▶ _Task brief_
Wherever a line in the material contains the word "LUKIOLAISENPOLKU", copy that line.
===== Input data
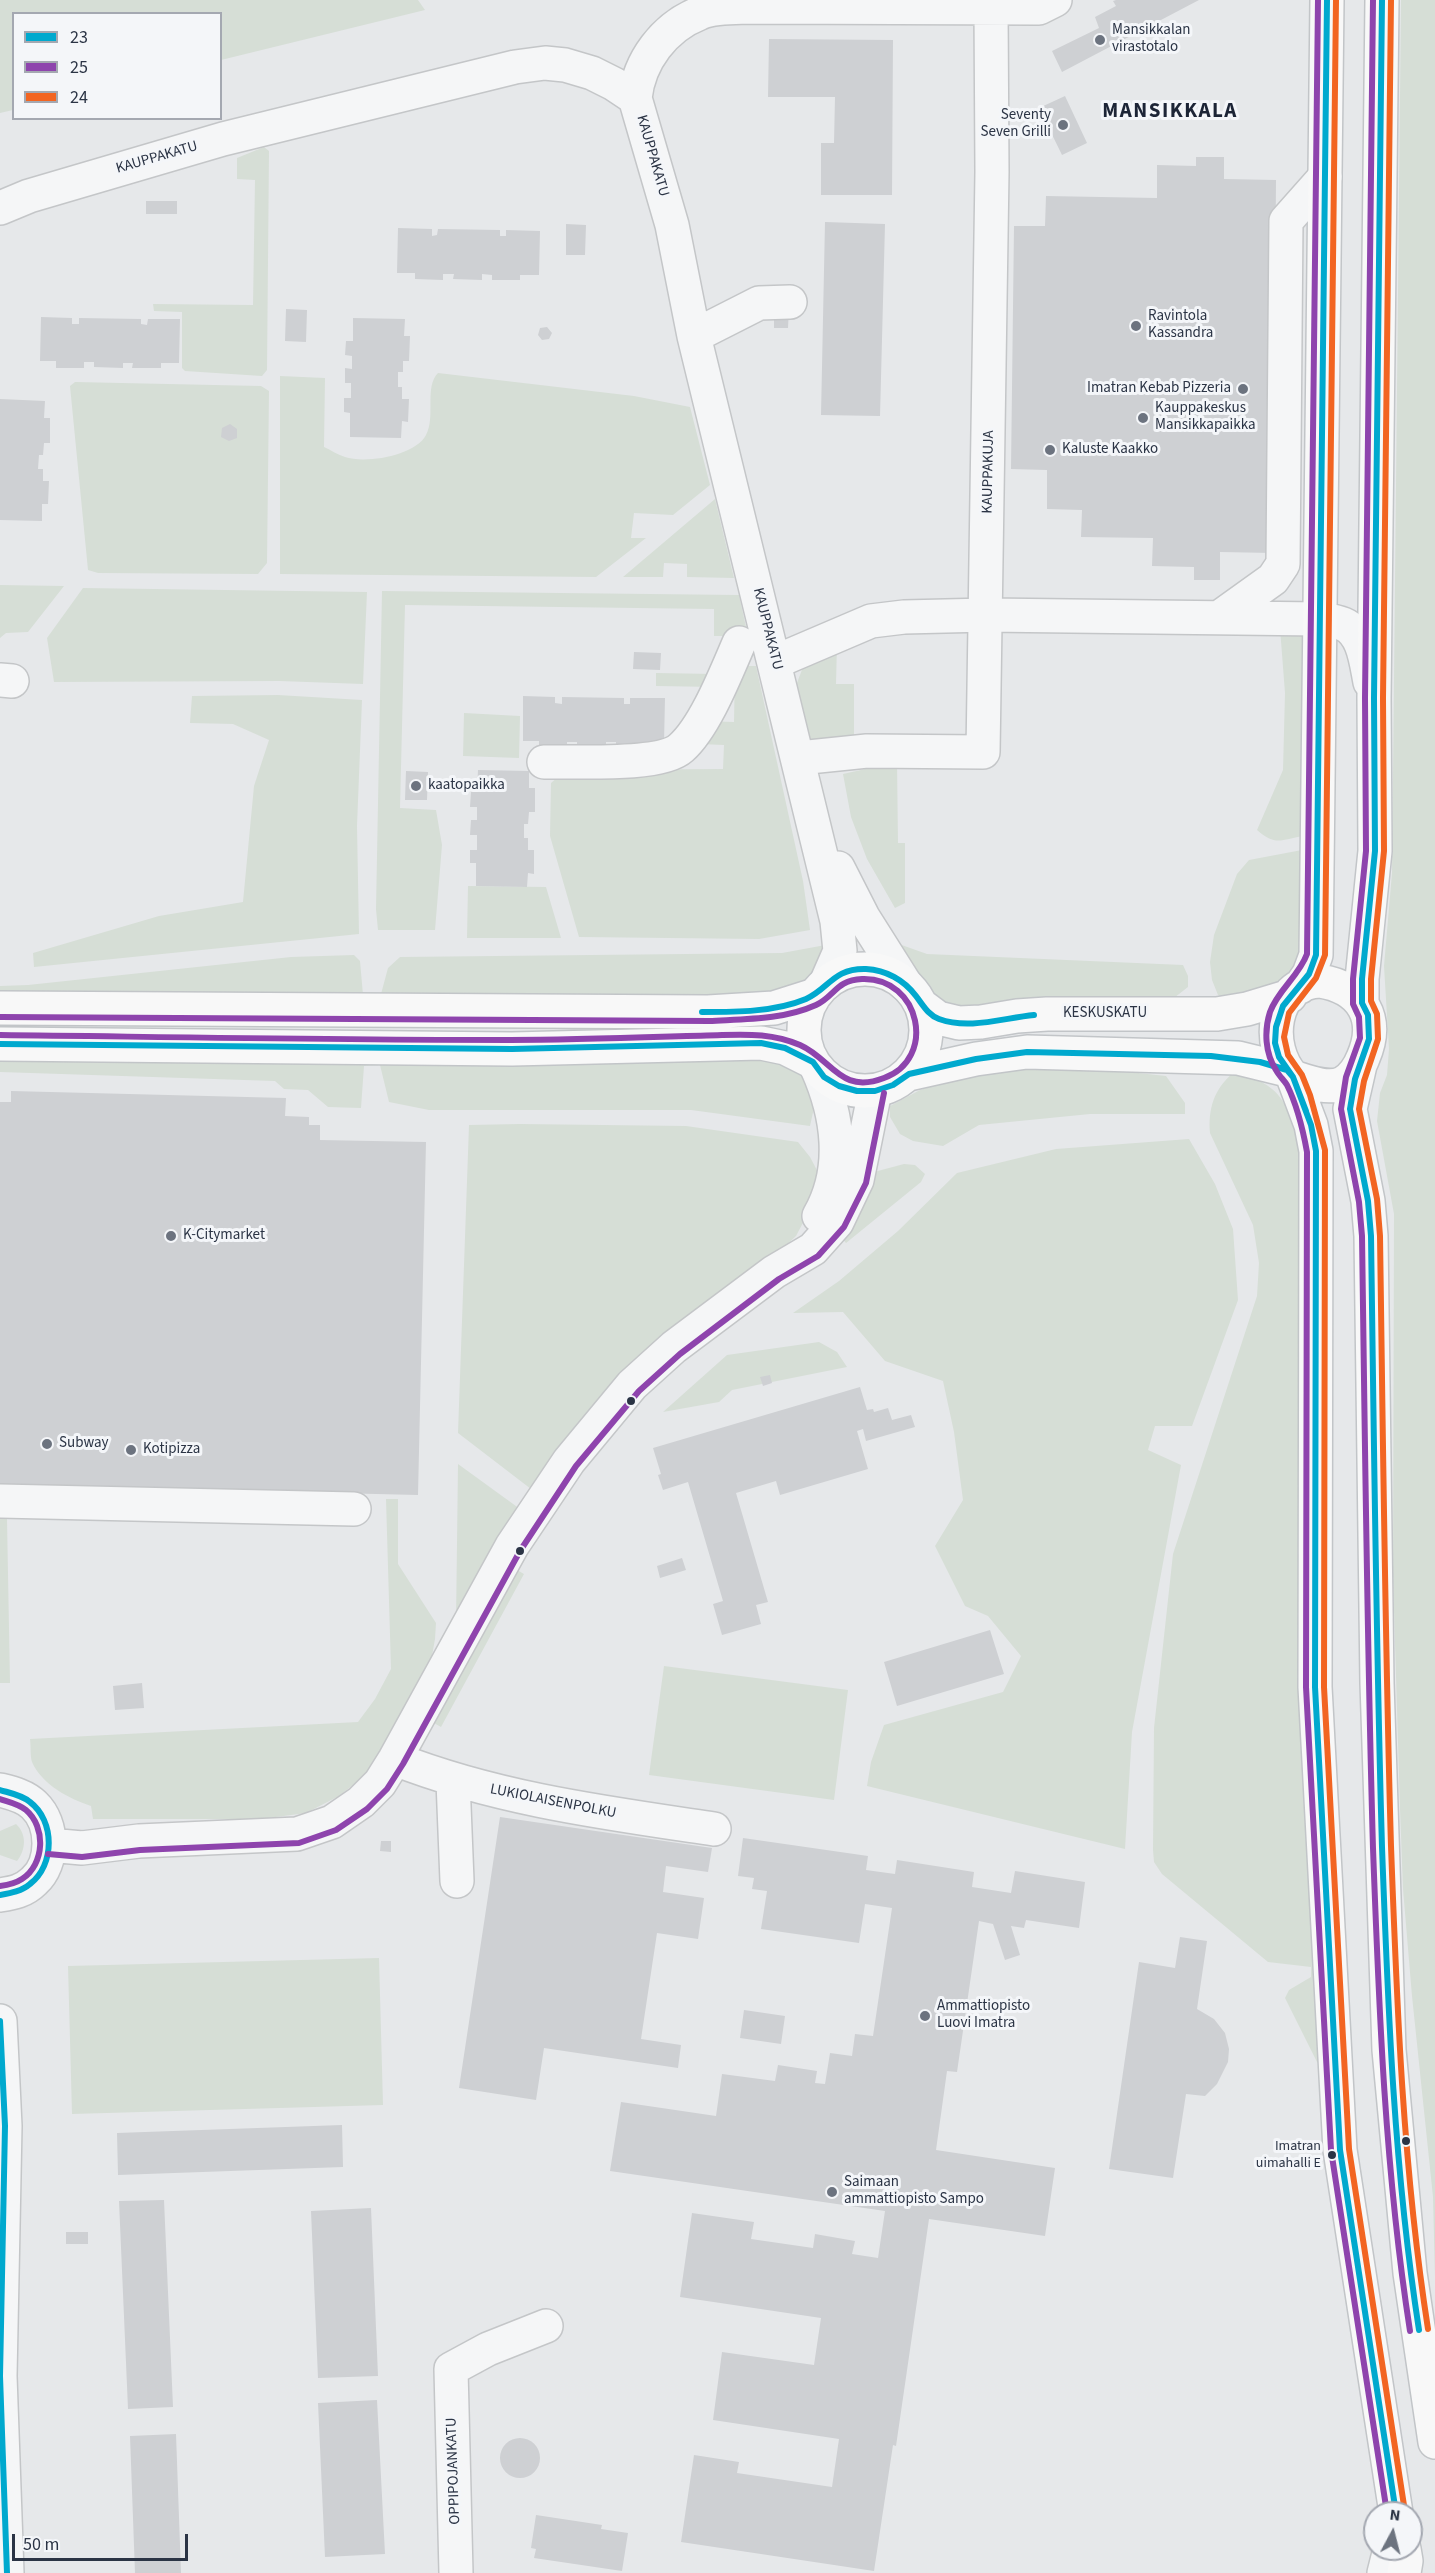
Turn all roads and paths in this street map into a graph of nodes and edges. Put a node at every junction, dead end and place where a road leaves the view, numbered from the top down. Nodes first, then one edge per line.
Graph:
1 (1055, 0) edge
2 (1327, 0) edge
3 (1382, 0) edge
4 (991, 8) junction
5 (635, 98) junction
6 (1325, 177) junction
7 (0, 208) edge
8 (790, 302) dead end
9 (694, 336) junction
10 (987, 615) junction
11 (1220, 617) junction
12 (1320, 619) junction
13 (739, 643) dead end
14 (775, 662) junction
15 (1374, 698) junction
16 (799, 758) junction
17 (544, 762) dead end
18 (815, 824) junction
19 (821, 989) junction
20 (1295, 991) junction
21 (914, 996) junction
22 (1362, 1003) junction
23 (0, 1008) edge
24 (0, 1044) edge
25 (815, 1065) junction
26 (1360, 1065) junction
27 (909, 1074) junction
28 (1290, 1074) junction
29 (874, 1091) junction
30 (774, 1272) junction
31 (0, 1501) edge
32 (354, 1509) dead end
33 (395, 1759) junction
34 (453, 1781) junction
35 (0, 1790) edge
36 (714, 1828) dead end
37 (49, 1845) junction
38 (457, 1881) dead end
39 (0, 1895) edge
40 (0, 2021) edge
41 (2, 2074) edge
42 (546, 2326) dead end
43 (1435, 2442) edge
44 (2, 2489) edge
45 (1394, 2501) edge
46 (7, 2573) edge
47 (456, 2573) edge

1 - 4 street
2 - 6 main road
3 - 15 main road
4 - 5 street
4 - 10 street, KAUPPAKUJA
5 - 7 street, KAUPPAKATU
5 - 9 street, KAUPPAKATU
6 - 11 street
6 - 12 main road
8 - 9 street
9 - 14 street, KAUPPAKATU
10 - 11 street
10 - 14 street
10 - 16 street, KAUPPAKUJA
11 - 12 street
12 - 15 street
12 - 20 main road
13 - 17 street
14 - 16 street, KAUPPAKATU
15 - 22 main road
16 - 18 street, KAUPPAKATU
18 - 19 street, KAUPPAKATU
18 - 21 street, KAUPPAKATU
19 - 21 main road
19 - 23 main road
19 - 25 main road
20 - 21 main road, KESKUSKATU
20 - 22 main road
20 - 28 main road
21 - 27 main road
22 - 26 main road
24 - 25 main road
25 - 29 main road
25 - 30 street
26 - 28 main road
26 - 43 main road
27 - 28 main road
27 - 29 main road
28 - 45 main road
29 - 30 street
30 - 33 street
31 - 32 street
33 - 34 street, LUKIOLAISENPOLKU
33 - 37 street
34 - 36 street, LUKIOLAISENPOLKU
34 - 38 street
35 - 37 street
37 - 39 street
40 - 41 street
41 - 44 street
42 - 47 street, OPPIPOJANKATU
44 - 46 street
==========
▶ _Result_
33 - 34 street, LUKIOLAISENPOLKU
34 - 36 street, LUKIOLAISENPOLKU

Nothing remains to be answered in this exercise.